And tangentially かわいい quite famously doesn't take the hearsay form. Most adjectives you can add a -そう to the stem to say something "seems/looks" a certain way, but かわいそう comes from an otherwise obsolete homonym, so if you try to say someone is cute-looking with かわいそう you've instead called them a miserable wretch (this is how you get the argument that since cuteness is not a quality that can be observed without being ungrammatical it must be an innate characteristic). There's also the -がる suffix, which means "to feel an emotion in a noticeable way", and in the case of かわいがる it doesn't mean "to be cutesy" but instead "to dote on". and that only makes sense from the "something that makes you want to love it" definition.

I have added the highlighting to make it easier for us monolingual western plebs (ie, me) to spot the hiragana affixes discussed. --Tustin2121

Pokémon is a prime example, specifically with mascot characters like Pikachu, Bulbasaur, Eevee — and nearly all first-stage evolutions. But the example that typifies this process is Hello Kitty. Hello Kitty, as a brand, is fascinating, but I won’t get into it here. Hold on, I need my cat ears—

[Sudden cut to James with black and orange cat ears on his head, complete with bells as sort of earrings on them.]

Hello Kitty didn’t even have a piece of media it was attached to right away, but this little cartoon kitty seemed to be like something you would see in a TV special. But it wasn’t until the brand was already a national sensation in Japan that there was any visual media. The process that makes Hello Kitty kawaii is an aesthetic exercise in minimalism and abstractism. You take a cat, and you gradually reduce features until you have a bare minimum amount of details that allow you to recognize that this as a cat. Or Keroppi as a frog.
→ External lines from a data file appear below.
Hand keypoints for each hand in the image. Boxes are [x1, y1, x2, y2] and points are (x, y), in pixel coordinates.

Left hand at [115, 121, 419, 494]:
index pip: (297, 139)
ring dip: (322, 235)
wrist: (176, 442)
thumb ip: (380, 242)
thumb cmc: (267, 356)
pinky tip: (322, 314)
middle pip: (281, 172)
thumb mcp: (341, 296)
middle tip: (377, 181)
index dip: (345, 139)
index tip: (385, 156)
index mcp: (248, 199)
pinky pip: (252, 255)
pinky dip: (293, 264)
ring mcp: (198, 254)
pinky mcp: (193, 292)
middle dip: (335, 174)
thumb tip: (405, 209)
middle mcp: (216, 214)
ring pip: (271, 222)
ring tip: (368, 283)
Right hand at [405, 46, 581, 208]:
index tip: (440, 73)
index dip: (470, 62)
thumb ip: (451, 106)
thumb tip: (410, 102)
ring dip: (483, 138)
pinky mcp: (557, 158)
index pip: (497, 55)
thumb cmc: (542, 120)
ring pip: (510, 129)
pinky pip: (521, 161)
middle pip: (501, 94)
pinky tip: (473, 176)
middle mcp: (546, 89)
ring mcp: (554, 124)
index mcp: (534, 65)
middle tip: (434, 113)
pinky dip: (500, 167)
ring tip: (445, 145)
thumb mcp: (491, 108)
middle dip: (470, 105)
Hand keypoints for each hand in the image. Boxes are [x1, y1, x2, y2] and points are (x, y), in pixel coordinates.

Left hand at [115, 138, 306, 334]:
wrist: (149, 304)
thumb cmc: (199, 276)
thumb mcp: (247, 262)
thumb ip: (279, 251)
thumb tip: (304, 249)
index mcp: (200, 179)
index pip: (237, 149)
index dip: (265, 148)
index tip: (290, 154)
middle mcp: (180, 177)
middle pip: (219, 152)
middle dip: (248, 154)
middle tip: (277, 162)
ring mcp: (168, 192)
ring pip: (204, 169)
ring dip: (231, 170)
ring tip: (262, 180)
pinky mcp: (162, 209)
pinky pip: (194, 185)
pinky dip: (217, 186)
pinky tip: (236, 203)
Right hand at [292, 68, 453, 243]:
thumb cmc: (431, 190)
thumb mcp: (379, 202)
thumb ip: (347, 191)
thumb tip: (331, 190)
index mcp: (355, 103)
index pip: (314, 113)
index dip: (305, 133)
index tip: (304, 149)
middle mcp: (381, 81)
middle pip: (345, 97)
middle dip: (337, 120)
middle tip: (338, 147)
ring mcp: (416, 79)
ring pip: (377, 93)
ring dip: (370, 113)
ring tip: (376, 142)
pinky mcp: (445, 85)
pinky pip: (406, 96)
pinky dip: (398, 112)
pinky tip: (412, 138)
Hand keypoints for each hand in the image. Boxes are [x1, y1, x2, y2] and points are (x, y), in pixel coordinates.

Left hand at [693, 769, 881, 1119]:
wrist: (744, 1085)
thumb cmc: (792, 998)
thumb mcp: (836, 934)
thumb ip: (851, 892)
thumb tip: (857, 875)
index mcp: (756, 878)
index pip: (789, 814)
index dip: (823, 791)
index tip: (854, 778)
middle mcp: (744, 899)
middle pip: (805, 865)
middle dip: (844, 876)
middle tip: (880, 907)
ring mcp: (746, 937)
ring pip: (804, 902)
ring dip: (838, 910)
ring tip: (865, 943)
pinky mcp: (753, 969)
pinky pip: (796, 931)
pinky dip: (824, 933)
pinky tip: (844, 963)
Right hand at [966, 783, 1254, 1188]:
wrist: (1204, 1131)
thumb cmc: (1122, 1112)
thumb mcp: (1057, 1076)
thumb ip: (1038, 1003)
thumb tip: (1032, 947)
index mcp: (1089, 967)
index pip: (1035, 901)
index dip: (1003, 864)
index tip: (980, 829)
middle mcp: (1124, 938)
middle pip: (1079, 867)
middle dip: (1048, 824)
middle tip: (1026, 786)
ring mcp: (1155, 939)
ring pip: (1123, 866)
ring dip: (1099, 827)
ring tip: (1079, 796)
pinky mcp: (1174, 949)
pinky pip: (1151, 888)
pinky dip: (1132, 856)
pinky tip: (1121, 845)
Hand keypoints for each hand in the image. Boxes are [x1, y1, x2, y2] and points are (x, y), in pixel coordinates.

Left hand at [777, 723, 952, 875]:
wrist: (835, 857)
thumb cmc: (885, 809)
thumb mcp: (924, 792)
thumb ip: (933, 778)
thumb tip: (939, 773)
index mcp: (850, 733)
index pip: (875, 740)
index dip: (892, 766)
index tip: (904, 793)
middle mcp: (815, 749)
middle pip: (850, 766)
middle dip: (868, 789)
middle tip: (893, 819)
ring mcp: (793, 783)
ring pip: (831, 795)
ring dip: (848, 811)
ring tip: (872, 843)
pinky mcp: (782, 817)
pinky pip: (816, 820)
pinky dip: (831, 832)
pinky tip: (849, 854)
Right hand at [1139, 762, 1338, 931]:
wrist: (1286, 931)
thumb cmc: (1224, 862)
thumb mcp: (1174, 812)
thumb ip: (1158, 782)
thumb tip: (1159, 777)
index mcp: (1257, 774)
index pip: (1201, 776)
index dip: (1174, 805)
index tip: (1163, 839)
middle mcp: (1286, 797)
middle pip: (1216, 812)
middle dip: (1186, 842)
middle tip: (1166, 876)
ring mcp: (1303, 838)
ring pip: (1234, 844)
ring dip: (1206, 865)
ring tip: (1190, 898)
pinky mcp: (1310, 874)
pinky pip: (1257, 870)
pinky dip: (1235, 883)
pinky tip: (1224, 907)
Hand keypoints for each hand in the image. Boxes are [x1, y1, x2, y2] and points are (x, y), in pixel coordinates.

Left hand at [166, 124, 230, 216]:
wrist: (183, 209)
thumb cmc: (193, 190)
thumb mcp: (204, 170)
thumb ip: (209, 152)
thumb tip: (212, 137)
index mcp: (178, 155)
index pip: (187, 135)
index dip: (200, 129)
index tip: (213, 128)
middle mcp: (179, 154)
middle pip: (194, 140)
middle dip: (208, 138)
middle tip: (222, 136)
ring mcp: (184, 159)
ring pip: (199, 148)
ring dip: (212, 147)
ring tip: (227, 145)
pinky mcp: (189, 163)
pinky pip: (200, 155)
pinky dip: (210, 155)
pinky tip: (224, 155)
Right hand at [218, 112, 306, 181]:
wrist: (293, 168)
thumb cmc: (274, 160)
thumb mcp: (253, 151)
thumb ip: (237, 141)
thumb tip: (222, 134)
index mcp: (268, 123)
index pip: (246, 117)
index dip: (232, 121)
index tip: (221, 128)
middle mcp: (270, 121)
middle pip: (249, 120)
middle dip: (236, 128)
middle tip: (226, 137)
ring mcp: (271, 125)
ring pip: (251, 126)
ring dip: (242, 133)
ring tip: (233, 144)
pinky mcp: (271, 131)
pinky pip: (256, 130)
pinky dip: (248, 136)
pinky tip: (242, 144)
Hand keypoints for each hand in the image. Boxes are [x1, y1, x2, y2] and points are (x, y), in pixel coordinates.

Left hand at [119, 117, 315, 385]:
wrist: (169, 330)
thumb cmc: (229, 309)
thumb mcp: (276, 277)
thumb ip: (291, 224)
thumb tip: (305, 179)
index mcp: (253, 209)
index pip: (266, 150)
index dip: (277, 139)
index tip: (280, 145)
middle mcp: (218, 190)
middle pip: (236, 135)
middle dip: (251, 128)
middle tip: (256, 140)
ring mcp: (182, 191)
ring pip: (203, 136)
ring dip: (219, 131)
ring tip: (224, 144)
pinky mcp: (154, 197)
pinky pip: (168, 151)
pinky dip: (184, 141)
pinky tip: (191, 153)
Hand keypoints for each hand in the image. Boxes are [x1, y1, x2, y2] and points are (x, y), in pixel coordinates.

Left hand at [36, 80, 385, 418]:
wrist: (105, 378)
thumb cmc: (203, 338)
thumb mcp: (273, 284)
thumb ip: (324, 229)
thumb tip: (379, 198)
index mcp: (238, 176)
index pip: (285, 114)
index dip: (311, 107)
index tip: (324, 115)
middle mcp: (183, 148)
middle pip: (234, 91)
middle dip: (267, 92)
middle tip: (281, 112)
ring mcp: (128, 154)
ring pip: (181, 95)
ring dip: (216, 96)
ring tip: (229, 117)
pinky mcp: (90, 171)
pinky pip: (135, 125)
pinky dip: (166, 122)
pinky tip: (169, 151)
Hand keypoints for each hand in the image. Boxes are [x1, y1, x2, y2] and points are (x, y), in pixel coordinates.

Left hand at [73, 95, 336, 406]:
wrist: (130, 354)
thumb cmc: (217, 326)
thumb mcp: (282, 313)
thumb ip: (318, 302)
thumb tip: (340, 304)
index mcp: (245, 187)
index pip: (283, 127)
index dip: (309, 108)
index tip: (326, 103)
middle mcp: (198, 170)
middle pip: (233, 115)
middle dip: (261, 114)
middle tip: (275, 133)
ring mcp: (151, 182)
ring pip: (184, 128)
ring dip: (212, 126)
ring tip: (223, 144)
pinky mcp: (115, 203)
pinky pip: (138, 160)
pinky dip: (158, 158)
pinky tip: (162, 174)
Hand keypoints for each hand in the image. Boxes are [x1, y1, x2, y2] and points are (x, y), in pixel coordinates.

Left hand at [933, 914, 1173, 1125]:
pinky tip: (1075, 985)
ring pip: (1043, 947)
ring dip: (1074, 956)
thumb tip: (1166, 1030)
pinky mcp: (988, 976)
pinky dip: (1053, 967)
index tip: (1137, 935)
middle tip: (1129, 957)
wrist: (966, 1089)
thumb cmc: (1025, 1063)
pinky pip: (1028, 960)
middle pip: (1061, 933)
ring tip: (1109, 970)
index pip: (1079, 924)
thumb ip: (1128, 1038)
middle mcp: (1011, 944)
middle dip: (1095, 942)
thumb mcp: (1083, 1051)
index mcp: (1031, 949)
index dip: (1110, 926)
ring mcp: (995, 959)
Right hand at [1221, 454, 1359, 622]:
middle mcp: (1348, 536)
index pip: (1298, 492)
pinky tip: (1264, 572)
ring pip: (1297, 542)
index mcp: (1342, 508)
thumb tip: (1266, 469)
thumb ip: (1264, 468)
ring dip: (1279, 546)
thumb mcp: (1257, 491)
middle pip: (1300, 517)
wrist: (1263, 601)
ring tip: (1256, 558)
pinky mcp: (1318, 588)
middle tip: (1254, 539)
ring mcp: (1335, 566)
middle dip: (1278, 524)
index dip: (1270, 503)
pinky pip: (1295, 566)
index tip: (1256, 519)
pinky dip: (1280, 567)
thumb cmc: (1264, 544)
Et cetera. With so little features, this is not just a cat. Your imagination makes you pack-bond with the idea of a cat.

Tustin2121

James in Cat Ears

But when it comes to using toyetics to sell a given brand… well, Pokémon did it so well that nothing else has managed to come close. Even Disney. And Pokémon has only been around half as long as Hello Kitty. It’s still not clear — even to cultural analysts — why or how Pokémon completely dominated culture to the point of traumatising Burger King employees. Things were ‘cute’ before Pokémon. Things have been ‘cute’ after Pokémon. So it's not really clear why it stands out.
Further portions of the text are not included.